Children and adults are considered to be undiagnosed if an explanation for their symptoms cannot be found over a reasonable period of time, despite repeated examinations. Why can’t they be diagnosed? A few of the many, many possibilities include: The proper testing has not been conducted, or the tests that have been done were not performed or interpreted correctly; the right specialist has not been found; they have a known condition that is presenting in an unusual way; or, they have an illness that has not yet been understood or named.
Why is the undiagnosed population important to pay attention to?
Historically, investigating medical mysteries has led to some of the greatest breakthroughs in treatment. Currently, when most undiagnosed children or adults die, there is no label, category, or database where doctors can file their medical information for future analysis. This results in losing a vast and untapped resource that could hold the key for discovering new diseases, furthering our understanding of current diseases, and finding new treatments and cures. The undiagnosed population has the potential to play a critical role in medical history.

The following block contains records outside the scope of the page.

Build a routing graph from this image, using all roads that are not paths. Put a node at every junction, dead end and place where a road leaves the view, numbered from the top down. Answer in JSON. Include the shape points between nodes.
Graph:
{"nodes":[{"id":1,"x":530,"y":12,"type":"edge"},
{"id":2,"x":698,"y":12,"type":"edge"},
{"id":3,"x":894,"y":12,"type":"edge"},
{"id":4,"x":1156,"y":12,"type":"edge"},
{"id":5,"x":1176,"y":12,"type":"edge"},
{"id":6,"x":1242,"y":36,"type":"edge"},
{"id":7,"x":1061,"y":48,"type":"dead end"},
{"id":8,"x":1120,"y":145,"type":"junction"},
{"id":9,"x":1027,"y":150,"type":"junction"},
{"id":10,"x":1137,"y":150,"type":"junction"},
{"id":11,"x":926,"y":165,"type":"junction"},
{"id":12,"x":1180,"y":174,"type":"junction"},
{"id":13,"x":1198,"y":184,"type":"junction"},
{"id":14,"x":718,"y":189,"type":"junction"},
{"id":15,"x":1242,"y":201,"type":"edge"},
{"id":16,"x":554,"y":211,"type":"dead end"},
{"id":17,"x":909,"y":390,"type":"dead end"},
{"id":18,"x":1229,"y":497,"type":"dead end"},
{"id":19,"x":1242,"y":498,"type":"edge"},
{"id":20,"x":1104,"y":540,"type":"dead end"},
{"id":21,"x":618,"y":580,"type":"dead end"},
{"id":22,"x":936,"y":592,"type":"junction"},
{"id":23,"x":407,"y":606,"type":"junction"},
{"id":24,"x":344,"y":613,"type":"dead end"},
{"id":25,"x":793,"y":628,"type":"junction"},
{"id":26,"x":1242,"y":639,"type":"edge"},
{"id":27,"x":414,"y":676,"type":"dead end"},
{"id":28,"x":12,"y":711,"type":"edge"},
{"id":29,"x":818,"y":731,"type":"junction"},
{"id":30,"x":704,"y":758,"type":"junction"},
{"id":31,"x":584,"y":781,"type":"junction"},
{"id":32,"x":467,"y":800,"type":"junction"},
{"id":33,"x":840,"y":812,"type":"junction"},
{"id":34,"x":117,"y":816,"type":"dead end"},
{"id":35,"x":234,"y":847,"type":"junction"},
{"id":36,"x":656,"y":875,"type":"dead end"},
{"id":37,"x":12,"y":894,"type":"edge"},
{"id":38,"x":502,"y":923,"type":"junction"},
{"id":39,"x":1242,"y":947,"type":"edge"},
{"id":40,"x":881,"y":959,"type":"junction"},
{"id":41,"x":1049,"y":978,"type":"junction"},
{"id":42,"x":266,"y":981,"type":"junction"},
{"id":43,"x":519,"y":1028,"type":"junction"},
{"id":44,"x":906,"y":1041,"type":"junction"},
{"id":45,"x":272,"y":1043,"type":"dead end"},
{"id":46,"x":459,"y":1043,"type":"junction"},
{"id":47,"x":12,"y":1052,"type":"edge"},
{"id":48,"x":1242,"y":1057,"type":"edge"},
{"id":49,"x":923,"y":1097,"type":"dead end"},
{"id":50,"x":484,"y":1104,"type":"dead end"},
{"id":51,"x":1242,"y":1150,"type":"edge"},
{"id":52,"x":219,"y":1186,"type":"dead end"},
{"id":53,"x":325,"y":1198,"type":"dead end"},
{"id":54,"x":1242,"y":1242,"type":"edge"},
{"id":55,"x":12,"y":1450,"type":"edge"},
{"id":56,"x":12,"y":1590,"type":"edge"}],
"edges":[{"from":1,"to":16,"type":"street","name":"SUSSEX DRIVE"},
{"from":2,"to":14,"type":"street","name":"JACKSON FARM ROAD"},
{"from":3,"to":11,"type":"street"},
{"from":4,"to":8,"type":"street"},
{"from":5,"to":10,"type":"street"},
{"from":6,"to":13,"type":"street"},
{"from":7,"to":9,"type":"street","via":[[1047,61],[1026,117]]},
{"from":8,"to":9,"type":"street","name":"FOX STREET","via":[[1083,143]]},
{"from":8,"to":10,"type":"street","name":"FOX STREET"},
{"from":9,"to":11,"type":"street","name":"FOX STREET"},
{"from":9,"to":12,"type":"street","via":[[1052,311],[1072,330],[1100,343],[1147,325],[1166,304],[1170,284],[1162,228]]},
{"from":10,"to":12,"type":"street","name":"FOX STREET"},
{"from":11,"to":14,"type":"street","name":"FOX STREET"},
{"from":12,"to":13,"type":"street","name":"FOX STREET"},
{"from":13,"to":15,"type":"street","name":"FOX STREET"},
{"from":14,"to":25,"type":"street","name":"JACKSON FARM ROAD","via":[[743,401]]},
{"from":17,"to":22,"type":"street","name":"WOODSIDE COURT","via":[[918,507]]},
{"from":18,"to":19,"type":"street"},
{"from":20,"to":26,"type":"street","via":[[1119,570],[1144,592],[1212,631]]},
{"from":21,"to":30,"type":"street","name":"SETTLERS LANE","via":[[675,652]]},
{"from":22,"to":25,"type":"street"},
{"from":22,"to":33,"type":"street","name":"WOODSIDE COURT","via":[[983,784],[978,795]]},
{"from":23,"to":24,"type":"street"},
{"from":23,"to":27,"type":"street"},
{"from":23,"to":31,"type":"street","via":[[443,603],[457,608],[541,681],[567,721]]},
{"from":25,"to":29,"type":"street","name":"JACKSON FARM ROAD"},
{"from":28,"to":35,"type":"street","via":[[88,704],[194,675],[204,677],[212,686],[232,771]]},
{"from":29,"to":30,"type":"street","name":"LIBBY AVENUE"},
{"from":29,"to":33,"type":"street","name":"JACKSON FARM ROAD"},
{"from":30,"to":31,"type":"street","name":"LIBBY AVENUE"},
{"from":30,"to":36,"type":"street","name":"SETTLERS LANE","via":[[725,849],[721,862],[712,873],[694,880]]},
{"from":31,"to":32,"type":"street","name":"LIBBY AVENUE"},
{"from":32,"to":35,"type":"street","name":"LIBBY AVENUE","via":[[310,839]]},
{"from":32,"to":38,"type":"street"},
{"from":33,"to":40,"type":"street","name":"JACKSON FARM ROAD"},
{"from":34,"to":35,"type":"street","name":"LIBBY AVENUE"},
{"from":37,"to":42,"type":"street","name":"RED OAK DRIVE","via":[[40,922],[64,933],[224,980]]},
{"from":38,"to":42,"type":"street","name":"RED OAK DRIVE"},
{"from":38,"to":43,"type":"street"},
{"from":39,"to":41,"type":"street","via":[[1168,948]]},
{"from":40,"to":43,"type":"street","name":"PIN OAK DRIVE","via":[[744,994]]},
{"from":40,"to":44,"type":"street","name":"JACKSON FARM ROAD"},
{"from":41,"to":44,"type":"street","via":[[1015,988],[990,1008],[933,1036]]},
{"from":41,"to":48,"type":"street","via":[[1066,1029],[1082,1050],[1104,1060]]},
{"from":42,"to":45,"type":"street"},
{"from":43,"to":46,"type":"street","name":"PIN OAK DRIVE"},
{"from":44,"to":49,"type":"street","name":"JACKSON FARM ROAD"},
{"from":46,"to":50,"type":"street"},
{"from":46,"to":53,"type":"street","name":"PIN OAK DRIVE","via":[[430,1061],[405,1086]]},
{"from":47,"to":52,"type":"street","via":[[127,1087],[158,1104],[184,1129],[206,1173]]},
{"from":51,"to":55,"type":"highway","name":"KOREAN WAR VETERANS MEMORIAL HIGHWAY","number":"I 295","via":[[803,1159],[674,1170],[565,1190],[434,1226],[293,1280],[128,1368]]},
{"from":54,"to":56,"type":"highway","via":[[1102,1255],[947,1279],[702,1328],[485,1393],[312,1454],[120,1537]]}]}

What is meant by “medical refugees”?
Just like other kinds of refugees, undiagnosed individuals and their loved ones may wander from doctor to doctor, hospital to hospital, seeking answers. Since the current medical system does not allocate reasonable compensation for the time and effort required to help these patients, many of the healthcare professionals or facilities that attempt to help undiagnosed patients are acting from the goodness of their hearts and for the love of medicine. Like the countries that take in refugees regardless of the risks or costs, these incredibly generous healthcare givers are usually the ones that are already overwhelmed by their patient populations. Sadly, a system that depends on “the kindness of strangers” will inevitably leave many undiagnosed adults and children high and dry.
Do undiagnosed people have any support?
Well-understood diseases, like cancer, often have charitable foundations raising money for research as well as patients, families and healthcare professionals that unite for mutual support. Being “undiagnosed” is not commonly considered to be an identity, but it should be. Simply creating a category called “undiagnosed” would give such individuals more of a sense of community and identity. Knowing you fit in fosters a sense of empowerment, purpose, and hope. Helping people who are ill feel that others are supporting and advocating for them, and know that they exist, can make all the difference in the world.

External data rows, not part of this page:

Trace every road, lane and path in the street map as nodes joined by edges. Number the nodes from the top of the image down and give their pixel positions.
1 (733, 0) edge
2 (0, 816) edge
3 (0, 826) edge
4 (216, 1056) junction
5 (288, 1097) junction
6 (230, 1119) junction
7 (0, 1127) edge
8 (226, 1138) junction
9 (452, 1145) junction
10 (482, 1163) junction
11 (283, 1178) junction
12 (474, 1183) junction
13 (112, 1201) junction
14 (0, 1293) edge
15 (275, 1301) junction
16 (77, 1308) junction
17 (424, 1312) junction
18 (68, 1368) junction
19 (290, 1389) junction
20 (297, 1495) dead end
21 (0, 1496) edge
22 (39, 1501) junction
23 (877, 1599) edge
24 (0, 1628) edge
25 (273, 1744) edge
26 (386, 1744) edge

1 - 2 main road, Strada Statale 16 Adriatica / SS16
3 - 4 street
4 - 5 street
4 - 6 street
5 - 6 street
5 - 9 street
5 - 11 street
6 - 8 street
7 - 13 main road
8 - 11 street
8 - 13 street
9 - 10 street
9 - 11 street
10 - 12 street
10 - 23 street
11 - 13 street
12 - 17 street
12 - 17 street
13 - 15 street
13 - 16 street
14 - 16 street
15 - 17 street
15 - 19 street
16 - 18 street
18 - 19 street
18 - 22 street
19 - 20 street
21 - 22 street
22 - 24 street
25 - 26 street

What is it like to be undiagnosed?
Without a diagnosis, patients often will not qualify for needed benefits or receive proper and compassionate healthcare. All they can do is to exist from day to day, feeling like they are drowning in confusion, desperation, and frustration. Living in a constant state of medical uncertainty is terrifying. Will I be able to continue working? Will my child live long enough to use their college fund? Many undiagnosed patients or parents of undiagnosed children are unable to plan for the next day, let alone any long-term future.
“It’s all in your head”
Without underestimating the complexities of differentiating medical and psychological conditions, a common thread that affects many undiagnosed patients is the tendency for doctors- sometimes out of frustration- to erroneously diagnose medically unexplained symptoms as psychiatric. Aside from the demoralizing effect this can have upon patients and their loved ones, the chances of a patient becoming accurately diagnosed in such instances are diminished. The words “it’s all in your head” often imply that the patient is to blame, causing their symptoms on purpose, or “faking.” Parents of children who have symptoms that cannot be explained can be at risk of being accused of causing the illness or of being neglectful or abusive. This is an important issue that needs more emphasis in medical schools and healthcare institutions.